╔══

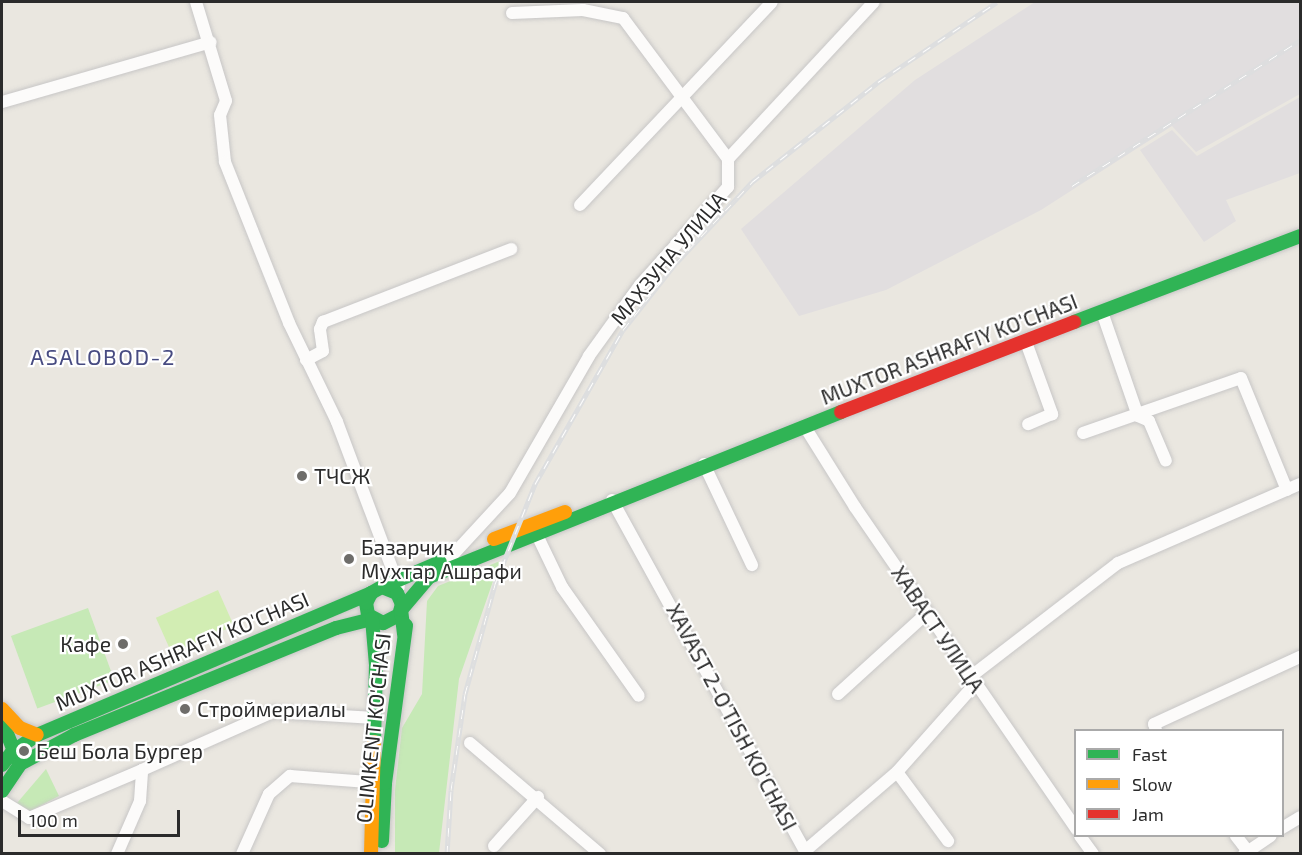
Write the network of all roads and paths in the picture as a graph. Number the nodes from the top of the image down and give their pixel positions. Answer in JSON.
{"nodes":[{"id":1,"x":196,"y":2,"type":"edge"},
{"id":2,"x":772,"y":2,"type":"edge"},
{"id":3,"x":874,"y":2,"type":"edge"},
{"id":4,"x":512,"y":13,"type":"dead end"},
{"id":5,"x":211,"y":42,"type":"junction"},
{"id":6,"x":681,"y":97,"type":"junction"},
{"id":7,"x":2,"y":102,"type":"edge"},
{"id":8,"x":728,"y":159,"type":"junction"},
{"id":9,"x":580,"y":205,"type":"dead end"},
{"id":10,"x":1300,"y":236,"type":"edge"},
{"id":11,"x":511,"y":249,"type":"dead end"},
{"id":12,"x":1102,"y":312,"type":"junction"},
{"id":13,"x":1026,"y":342,"type":"junction"},
{"id":14,"x":306,"y":360,"type":"junction"},
{"id":15,"x":1138,"y":416,"type":"junction"},
{"id":16,"x":1028,"y":424,"type":"dead end"},
{"id":17,"x":805,"y":427,"type":"junction"},
{"id":18,"x":1083,"y":433,"type":"dead end"},
{"id":19,"x":1166,"y":461,"type":"dead end"},
{"id":20,"x":704,"y":464,"type":"junction"},
{"id":21,"x":1300,"y":484,"type":"edge"},
{"id":22,"x":1287,"y":490,"type":"junction"},
{"id":23,"x":612,"y":500,"type":"junction"},
{"id":24,"x":537,"y":535,"type":"junction"},
{"id":25,"x":450,"y":558,"type":"junction"},
{"id":26,"x":752,"y":565,"type":"dead end"},
{"id":27,"x":429,"y":577,"type":"junction"},
{"id":28,"x":398,"y":580,"type":"junction"},
{"id":29,"x":376,"y":590,"type":"junction"},
{"id":30,"x":401,"y":604,"type":"junction"},
{"id":31,"x":927,"y":613,"type":"junction"},
{"id":32,"x":372,"y":619,"type":"junction"},
{"id":33,"x":336,"y":628,"type":"junction"},
{"id":34,"x":404,"y":634,"type":"junction"},
{"id":35,"x":374,"y":650,"type":"junction"},
{"id":36,"x":1300,"y":657,"type":"edge"},
{"id":37,"x":973,"y":681,"type":"junction"},
{"id":38,"x":838,"y":694,"type":"dead end"},
{"id":39,"x":639,"y":696,"type":"dead end"},
{"id":40,"x":2,"y":709,"type":"edge"},
{"id":41,"x":375,"y":718,"type":"junction"},
{"id":42,"x":2,"y":721,"type":"edge"},
{"id":43,"x":1156,"y":729,"type":"edge"},
{"id":44,"x":37,"y":735,"type":"junction"},
{"id":45,"x":2,"y":740,"type":"edge"},
{"id":46,"x":470,"y":743,"type":"dead end"},
{"id":47,"x":12,"y":752,"type":"junction"},
{"id":48,"x":20,"y":764,"type":"junction"},
{"id":49,"x":2,"y":765,"type":"edge"},
{"id":50,"x":142,"y":770,"type":"junction"},
{"id":51,"x":897,"y":772,"type":"junction"},
{"id":52,"x":378,"y":783,"type":"junction"},
{"id":53,"x":2,"y":791,"type":"edge"},
{"id":54,"x":538,"y":797,"type":"junction"},
{"id":55,"x":2,"y":801,"type":"edge"},
{"id":56,"x":1300,"y":817,"type":"edge"},
{"id":57,"x":1074,"y":826,"type":"edge"},
{"id":58,"x":1284,"y":827,"type":"edge"},
{"id":59,"x":1081,"y":837,"type":"edge"},
{"id":60,"x":1237,"y":837,"type":"edge"},
{"id":61,"x":1268,"y":837,"type":"edge"},
{"id":62,"x":948,"y":842,"type":"dead end"},
{"id":63,"x":494,"y":846,"type":"dead end"},
{"id":64,"x":1246,"y":852,"type":"edge"},
{"id":65,"x":599,"y":853,"type":"edge"},
{"id":66,"x":117,"y":854,"type":"edge"},
{"id":67,"x":242,"y":854,"type":"edge"},
{"id":68,"x":371,"y":854,"type":"edge"},
{"id":69,"x":382,"y":854,"type":"edge"},
{"id":70,"x":1093,"y":854,"type":"edge"}],
"edges":[{"from":1,"to":5,"type":"street"},
{"from":2,"to":6,"type":"street"},
{"from":3,"to":8,"type":"street","name":"МАХЗУНА УЛИЦА"},
{"from":4,"to":6,"type":"street"},
{"from":5,"to":7,"type":"street"},
{"from":5,"to":14,"type":"street"},
{"from":6,"to":8,"type":"street"},
{"from":6,"to":9,"type":"street"},
{"from":8,"to":25,"type":"street","name":"МАХЗУНА УЛИЦА"},
{"from":10,"to":12,"type":"main road","name":"MUXTOR ASHRAFIY KO'CHASI"},
{"from":11,"to":14,"type":"street"},
{"from":12,"to":13,"type":"main road","name":"MUXTOR ASHRAFIY KO'CHASI"},
{"from":12,"to":15,"type":"street"},
{"from":13,"to":16,"type":"street"},
{"from":13,"to":17,"type":"main road","name":"MUXTOR ASHRAFIY KO'CHASI"},
{"from":14,"to":28,"type":"street"},
{"from":15,"to":18,"type":"street"},
{"from":15,"to":19,"type":"street"},
{"from":15,"to":22,"type":"street"},
{"from":17,"to":20,"type":"main road","name":"MUXTOR ASHRAFIY KO'CHASI"},
{"from":17,"to":31,"type":"street","name":"ХАВАСТ УЛИЦА"},
{"from":20,"to":23,"type":"main road","name":"MUXTOR ASHRAFIY KO'CHASI"},
{"from":20,"to":26,"type":"street"},
{"from":21,"to":22,"type":"street","name":"XAVAST 2-O'TISH KO'CHASI"},
{"from":22,"to":37,"type":"street","name":"XAVAST 2-O'TISH KO'CHASI"},
{"from":23,"to":24,"type":"main road","name":"MUXTOR ASHRAFIY KO'CHASI"},
{"from":23,"to":25,"type":"main road","name":"MUXTOR ASHRAFIY KO'CHASI"},
{"from":23,"to":51,"type":"street","name":"XAVAST 2-O'TISH KO'CHASI"},
{"from":24,"to":27,"type":"main road","name":"MUXTOR ASHRAFIY KO'CHASI"},
{"from":24,"to":39,"type":"street"},
{"from":25,"to":28,"type":"main road","name":"MUXTOR ASHRAFIY KO'CHASI"},
{"from":27,"to":30,"type":"main road","name":"MUXTOR ASHRAFIY KO'CHASI"},
{"from":27,"to":34,"type":"main road","name":"OLIMKENT KO'CHASI"},
{"from":28,"to":29,"type":"main road","name":"MUXTOR ASHRAFIY KO'CHASI"},
{"from":28,"to":30,"type":"street"},
{"from":29,"to":30,"type":"main road"},
{"from":29,"to":32,"type":"main road"},
{"from":29,"to":44,"type":"main road","name":"MUXTOR ASHRAFIY KO'CHASI"},
{"from":30,"to":32,"type":"main road"},
{"from":30,"to":34,"type":"main road"},
{"from":31,"to":37,"type":"street","name":"ХАВАСТ УЛИЦА"},
{"from":31,"to":38,"type":"street"},
{"from":32,"to":33,"type":"main road","name":"MUXTOR ASHRAFIY KO'CHASI"},
{"from":32,"to":35,"type":"main road","name":"OLIMKENT KO'CHASI"},
{"from":33,"to":35,"type":"main road","name":"MUXTOR ASHRAFIY KO'CHASI"},
{"from":33,"to":48,"type":"main road","name":"MUXTOR ASHRAFIY KO'CHASI"},
{"from":34,"to":52,"type":"main road","name":"OLIMKENT KO'CHASI"},
{"from":35,"to":41,"type":"main road","name":"OLIMKENT KO'CHASI"},
{"from":36,"to":43,"type":"street"},
{"from":37,"to":51,"type":"street","name":"XAVAST 2-O'TISH KO'CHASI"},
{"from":37,"to":57,"type":"street","name":"ХАВАСТ УЛИЦА"},
{"from":40,"to":44,"type":"main road"},
{"from":41,"to":50,"type":"street"},
{"from":41,"to":52,"type":"main road","name":"OLIMKENT KO'CHASI"},
{"from":42,"to":47,"type":"main road"},
{"from":44,"to":47,"type":"main road","name":"MUXTOR ASHRAFIY KO'CHASI"},
{"from":45,"to":47,"type":"main road"},
{"from":46,"to":54,"type":"street"},
{"from":47,"to":48,"type":"main road"},
{"from":47,"to":49,"type":"main road","name":"MUXTOR ASHRAFIY KO'CHASI"},
{"from":48,"to":53,"type":"main road"},
{"from":50,"to":55,"type":"street"},
{"from":50,"to":66,"type":"street"},
{"from":51,"to":62,"type":"street"},
{"from":52,"to":67,"type":"street"},
{"from":52,"to":68,"type":"main road","name":"OLIMKENT KO'CHASI"},
{"from":52,"to":69,"type":"main road","name":"OLIMKENT KO'CHASI"},
{"from":54,"to":63,"type":"street"},
{"from":54,"to":65,"type":"street"},
{"from":56,"to":58,"type":"street"},
{"from":59,"to":70,"type":"street"},
{"from":60,"to":64,"type":"street"},
{"from":61,"to":64,"type":"street"}]}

╚══

* **About this task**
From the data above, copy each line where the string "ХАВАСТ" appears.

* **Your solution**
{"from":17,"to":31,"type":"street","name":"ХАВАСТ УЛИЦА"},
{"from":31,"to":37,"type":"street","name":"ХАВАСТ УЛИЦА"},
{"from":37,"to":57,"type":"street","name":"ХАВАСТ УЛИЦА"},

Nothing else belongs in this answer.